Dataset entries:
========
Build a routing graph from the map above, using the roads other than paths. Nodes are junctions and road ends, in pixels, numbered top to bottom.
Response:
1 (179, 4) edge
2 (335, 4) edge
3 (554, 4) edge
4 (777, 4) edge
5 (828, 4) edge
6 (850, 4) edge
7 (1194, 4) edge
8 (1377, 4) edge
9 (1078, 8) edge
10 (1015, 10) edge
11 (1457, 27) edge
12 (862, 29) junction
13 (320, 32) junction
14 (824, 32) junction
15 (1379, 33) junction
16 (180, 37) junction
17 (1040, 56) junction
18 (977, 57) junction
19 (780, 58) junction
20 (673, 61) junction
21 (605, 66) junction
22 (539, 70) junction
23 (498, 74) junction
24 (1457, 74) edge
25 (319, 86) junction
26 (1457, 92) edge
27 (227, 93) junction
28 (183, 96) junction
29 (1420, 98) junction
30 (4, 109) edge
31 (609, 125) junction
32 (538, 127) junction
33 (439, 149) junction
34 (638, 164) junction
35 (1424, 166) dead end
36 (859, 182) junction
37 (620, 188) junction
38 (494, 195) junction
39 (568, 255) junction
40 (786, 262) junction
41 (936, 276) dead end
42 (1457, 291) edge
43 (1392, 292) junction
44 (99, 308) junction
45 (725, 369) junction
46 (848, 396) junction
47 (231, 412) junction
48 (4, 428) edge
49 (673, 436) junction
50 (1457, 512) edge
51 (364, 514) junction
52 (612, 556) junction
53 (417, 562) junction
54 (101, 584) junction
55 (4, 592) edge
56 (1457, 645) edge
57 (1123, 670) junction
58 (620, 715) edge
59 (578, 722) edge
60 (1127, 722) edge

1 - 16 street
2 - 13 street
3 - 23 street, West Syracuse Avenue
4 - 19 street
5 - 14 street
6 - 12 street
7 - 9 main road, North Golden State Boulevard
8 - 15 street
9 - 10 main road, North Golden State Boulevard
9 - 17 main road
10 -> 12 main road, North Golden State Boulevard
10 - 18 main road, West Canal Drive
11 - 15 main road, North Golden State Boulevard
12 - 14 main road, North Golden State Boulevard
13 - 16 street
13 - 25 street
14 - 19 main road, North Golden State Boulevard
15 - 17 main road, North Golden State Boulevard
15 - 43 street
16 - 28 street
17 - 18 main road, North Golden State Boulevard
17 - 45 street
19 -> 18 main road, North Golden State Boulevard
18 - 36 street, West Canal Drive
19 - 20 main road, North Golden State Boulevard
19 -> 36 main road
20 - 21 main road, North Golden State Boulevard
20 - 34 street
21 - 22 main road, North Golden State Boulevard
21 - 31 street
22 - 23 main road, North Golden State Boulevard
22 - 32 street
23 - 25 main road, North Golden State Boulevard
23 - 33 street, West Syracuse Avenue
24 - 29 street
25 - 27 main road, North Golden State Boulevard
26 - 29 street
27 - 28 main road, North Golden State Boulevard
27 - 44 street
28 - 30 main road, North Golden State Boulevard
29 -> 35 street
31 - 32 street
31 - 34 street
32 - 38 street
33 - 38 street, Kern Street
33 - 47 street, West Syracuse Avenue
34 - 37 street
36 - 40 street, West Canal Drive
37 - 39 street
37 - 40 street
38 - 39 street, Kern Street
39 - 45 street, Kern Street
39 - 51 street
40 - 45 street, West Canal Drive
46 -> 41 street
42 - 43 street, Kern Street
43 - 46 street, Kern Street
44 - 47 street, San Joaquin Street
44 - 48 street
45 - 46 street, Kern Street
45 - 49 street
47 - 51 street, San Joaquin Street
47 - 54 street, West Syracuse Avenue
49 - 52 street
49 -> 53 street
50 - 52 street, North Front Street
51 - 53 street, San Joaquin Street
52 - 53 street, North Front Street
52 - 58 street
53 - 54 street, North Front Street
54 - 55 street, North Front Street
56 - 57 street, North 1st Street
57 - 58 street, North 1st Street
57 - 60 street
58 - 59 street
========
WHAT TO PRODUCE:
All entries are to be copied exactly as they read.

WRITTEN RESPONSE:
Build a routing graph from the map above, using the roads other than paths. Nodes are junctions and road ends, in pixels, numbered top to bottom.
Response:
1 (179, 4) edge
2 (335, 4) edge
3 (554, 4) edge
4 (777, 4) edge
5 (828, 4) edge
6 (850, 4) edge
7 (1194, 4) edge
8 (1377, 4) edge
9 (1078, 8) edge
10 (1015, 10) edge
11 (1457, 27) edge
12 (862, 29) junction
13 (320, 32) junction
14 (824, 32) junction
15 (1379, 33) junction
16 (180, 37) junction
17 (1040, 56) junction
18 (977, 57) junction
19 (780, 58) junction
20 (673, 61) junction
21 (605, 66) junction
22 (539, 70) junction
23 (498, 74) junction
24 (1457, 74) edge
25 (319, 86) junction
26 (1457, 92) edge
27 (227, 93) junction
28 (183, 96) junction
29 (1420, 98) junction
30 (4, 109) edge
31 (609, 125) junction
32 (538, 127) junction
33 (439, 149) junction
34 (638, 164) junction
35 (1424, 166) dead end
36 (859, 182) junction
37 (620, 188) junction
38 (494, 195) junction
39 (568, 255) junction
40 (786, 262) junction
41 (936, 276) dead end
42 (1457, 291) edge
43 (1392, 292) junction
44 (99, 308) junction
45 (725, 369) junction
46 (848, 396) junction
47 (231, 412) junction
48 (4, 428) edge
49 (673, 436) junction
50 (1457, 512) edge
51 (364, 514) junction
52 (612, 556) junction
53 (417, 562) junction
54 (101, 584) junction
55 (4, 592) edge
56 (1457, 645) edge
57 (1123, 670) junction
58 (620, 715) edge
59 (578, 722) edge
60 (1127, 722) edge

1 - 16 street
2 - 13 street
3 - 23 street, West Syracuse Avenue
4 - 19 street
5 - 14 street
6 - 12 street
7 - 9 main road, North Golden State Boulevard
8 - 15 street
9 - 10 main road, North Golden State Boulevard
9 - 17 main road
10 -> 12 main road, North Golden State Boulevard
10 - 18 main road, West Canal Drive
11 - 15 main road, North Golden State Boulevard
12 - 14 main road, North Golden State Boulevard
13 - 16 street
13 - 25 street
14 - 19 main road, North Golden State Boulevard
15 - 17 main road, North Golden State Boulevard
15 - 43 street
16 - 28 street
17 - 18 main road, North Golden State Boulevard
17 - 45 street
19 -> 18 main road, North Golden State Boulevard
18 - 36 street, West Canal Drive
19 - 20 main road, North Golden State Boulevard
19 -> 36 main road
20 - 21 main road, North Golden State Boulevard
20 - 34 street
21 - 22 main road, North Golden State Boulevard
21 - 31 street
22 - 23 main road, North Golden State Boulevard
22 - 32 street
23 - 25 main road, North Golden State Boulevard
23 - 33 street, West Syracuse Avenue
24 - 29 street
25 - 27 main road, North Golden State Boulevard
26 - 29 street
27 - 28 main road, North Golden State Boulevard
27 - 44 street
28 - 30 main road, North Golden State Boulevard
29 -> 35 street
31 - 32 street
31 - 34 street
32 - 38 street
33 - 38 street, Kern Street
33 - 47 street, West Syracuse Avenue
34 - 37 street
36 - 40 street, West Canal Drive
37 - 39 street
37 - 40 street
38 - 39 street, Kern Street
39 - 45 street, Kern Street
39 - 51 street
40 - 45 street, West Canal Drive
46 -> 41 street
42 - 43 street, Kern Street
43 - 46 street, Kern Street
44 - 47 street, San Joaquin Street
44 - 48 street
45 - 46 street, Kern Street
45 - 49 street
47 - 51 street, San Joaquin Street
47 - 54 street, West Syracuse Avenue
49 - 52 street
49 -> 53 street
50 - 52 street, North Front Street
51 - 53 street, San Joaquin Street
52 - 53 street, North Front Street
52 - 58 street
53 - 54 street, North Front Street
54 - 55 street, North Front Street
56 - 57 street, North 1st Street
57 - 58 street, North 1st Street
57 - 60 street
58 - 59 street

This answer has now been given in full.